Controls and Procedures.

(a)
Evaluation of disclosure controls and procedures. Our chief executive officer and chief financial officer, with the participation of management, have evaluated the effectiveness of our “disclosure controls and procedures” (as defined in Rules 13a-15(e) and 15d-15(e) under the Securities Exchange Act of 1934) as of the end of the period covered by this quarterly report on Form 10-Q. Based on their evaluation, they have concluded that our disclosure controls and procedures are effective as of September 30, 2016.

(b)
Changes in internal control over financial reporting. There has been no change in our internal control over financial reporting that occurred during the quarter ended September 30, 2016, that has materially affected, or is reasonably likely to materially affect, our internal control over financial reporting.

Part II.
OTHER INFORMATION

Item 1.
Legal Proceedings.

We are involved in numerous legal proceedings that arise in the ordinary course of our business or that are associated with environmental issues arising from legacy operations conducted over the years by Freeport Minerals Corporation and its affiliates. We are also involved from time to time in other reviews, investigations and proceedings by government agencies, some of which may result in adverse judgments, settlements, fines, penalties, injunctions or other relief.

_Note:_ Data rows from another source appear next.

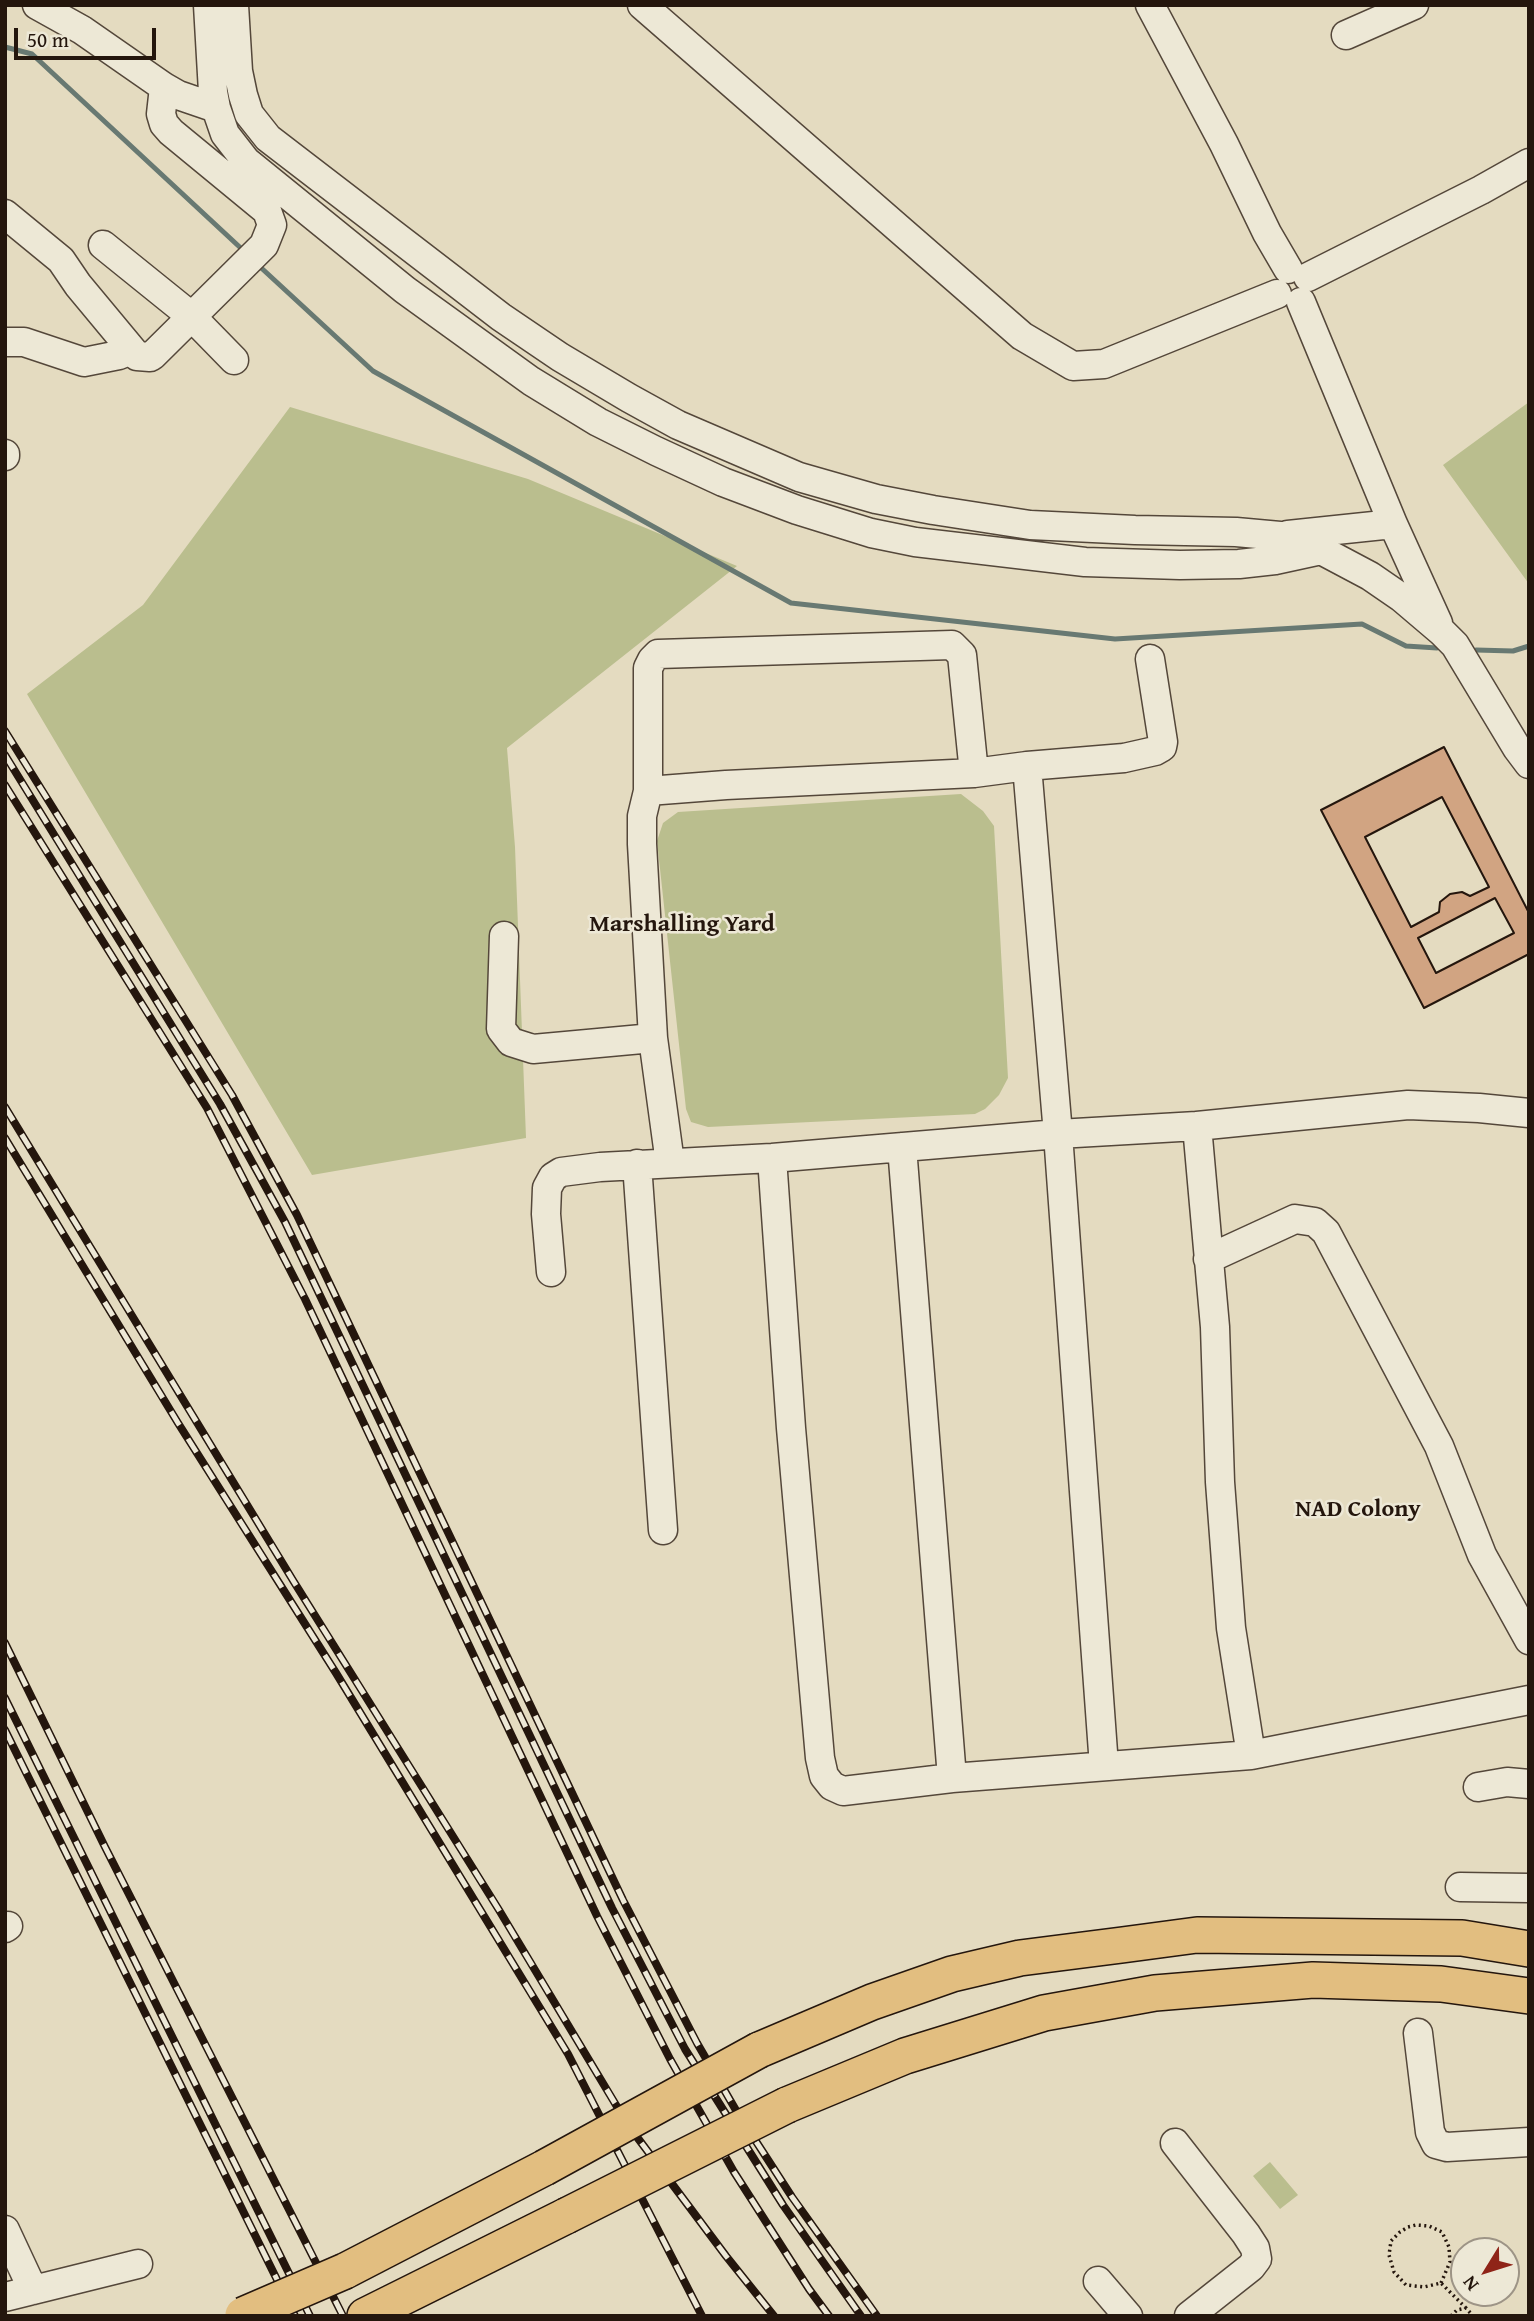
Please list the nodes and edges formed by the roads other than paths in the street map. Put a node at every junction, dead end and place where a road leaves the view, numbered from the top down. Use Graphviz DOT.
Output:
graph roads {
  1 [pos="37,5"];
  2 [pos="208,5"];
  3 [pos="234,5"];
  4 [pos="642,5"];
  5 [pos="1150,5"];
  6 [pos="1414,5"];
  7 [pos="1346,35"];
  8 [pos="164,87"];
  9 [pos="216,108"];
  10 [pos="1529,163"];
  11 [pos="5,214"];
  12 [pos="103,245"];
  13 [pos="1294,285"];
  14 [pos="191,316"];
  15 [pos="5,342"];
  16 [pos="131,350"];
  17 [pos="234,360"];
  18 [pos="1393,524"];
  19 [pos="1280,536"];
  20 [pos="1321,550"];
  21 [pos="1442,632"];
  22 [pos="1150,659"];
  23 [pos="1523,756"];
  24 [pos="1027,766"];
  25 [pos="974,773"];
  26 [pos="1529,776"];
  27 [pos="648,791"];
  28 [pos="504,936"];
  29 [pos="653,1038"];
  30 [pos="1529,1113"];
  31 [pos="1197,1126"];
  32 [pos="1058,1134"];
  33 [pos="902,1147"];
  34 [pos="772,1158"];
  35 [pos="670,1163"];
  36 [pos="637,1164"];
  37 [pos="1208,1259"];
  38 [pos="551,1272"];
  39 [pos="663,1530"];
  40 [pos="1529,1640"];
  41 [pos="1529,1700"];
  42 [pos="1251,1755"];
  43 [pos="1104,1766"];
  44 [pos="953,1778"];
  45 [pos="1529,1784"];
  46 [pos="1478,1787"];
  47 [pos="1460,1887"];
  48 [pos="1529,1888"];
  49 [pos="1529,1949"];
  50 [pos="1529,1996"];
  51 [pos="1418,2033"];
  52 [pos="1529,2142"];
  53 [pos="1175,2143"];
  54 [pos="5,2230"];
  55 [pos="138,2263"];
  56 [pos="1098,2281"];
  57 [pos="33,2290"];
  58 [pos="5,2297"];
  59 [pos="371,2313"];
  60 [pos="242,2315"];
  61 [pos="1128,2316"];
  62 [pos="1189,2316"];
  1 -- 8 [label="street"];
  2 -- 9 [label="street"];
  3 -- 19 [label="street"];
  4 -- 13 [label="street"];
  5 -- 13 [label="street"];
  6 -- 7 [label="street"];
  8 -- 9 [label="street"];
  8 -- 14 [label="street"];
  9 -- 20 [label="street"];
  10 -- 13 [label="street"];
  11 -- 16 [label="street"];
  12 -- 14 [label="street"];
  13 -- 18 [label="street"];
  14 -- 16 [label="street"];
  14 -- 17 [label="street"];
  15 -- 16 [label="street"];
  18 -- 19 [label="street"];
  18 -- 21 [label="street"];
  19 -- 20 [label="street"];
  20 -- 21 [label="street"];
  21 -- 23 [label="street"];
  22 -- 24 [label="street"];
  23 -- 26 [label="street"];
  24 -- 25 [label="street"];
  24 -- 32 [label="street"];
  25 -- 27 [label="street"];
  25 -- 27 [label="street"];
  27 -- 29 [label="street"];
  28 -- 29 [label="street"];
  29 -- 35 [label="street"];
  30 -- 31 [label="street"];
  31 -- 32 [label="street"];
  31 -- 37 [label="street"];
  32 -- 33 [label="street"];
  32 -- 43 [label="street"];
  33 -- 34 [label="street"];
  33 -- 44 [label="street"];
  34 -- 35 [label="street"];
  34 -- 44 [label="street"];
  35 -- 36 [label="street"];
  36 -- 38 [label="street"];
  36 -- 39 [label="street"];
  37 -- 40 [label="street"];
  37 -- 42 [label="street"];
  41 -- 42 [label="street"];
  42 -- 43 [label="street"];
  43 -- 44 [label="street"];
  45 -- 46 [label="street"];
  47 -- 48 [label="street"];
  49 -- 60 [label="main road, bridge"];
  50 -- 59 [label="main road, bridge"];
  51 -- 52 [label="street"];
  53 -- 62 [label="street"];
  54 -- 57 [label="street"];
  55 -- 57 [label="street"];
  56 -- 61 [label="street"];
  57 -- 58 [label="street"];
}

Management does not believe, based on currently available information, that the outcome of any proceeding reported in Note 9 of this quarterly report on Form 10-Q for the period ended September 30, 2016, and in Part I, Item 3. “Legal Proceedings” and Note 12 of our annual report on Form 10-K for the year ended December 31, 2015, will have a material adverse effect on our financial condition; although individual outcomes could be material to our operating results for a particular period, depending on the nature and magnitude of the outcome and the operating results for the period.

Item 1A. Risk Factors.

The risk factor “Because our Grasberg mining operations in Indonesia is a significant operating asset, our business may continue to be adversely affected by political, economic and social uncertainties and security risks in Indonesia”, which was included in our annual report on Form 10-K for the year ended December 31, 2015, is amended to add the following:

PT Freeport Indonesia (PT-FI) produces copper concentrate that contains significant quantities of gold and silver. Substantially all of PT-FI’s copper concentrate is sold under long-term contracts, and during the first nine months of 2016, approximately half of PT-FI’s concentrate production was sold to PT Smelting (PT-FI's 25-percent owned smelter and refinery), which is the only copper smelter in Indonesia.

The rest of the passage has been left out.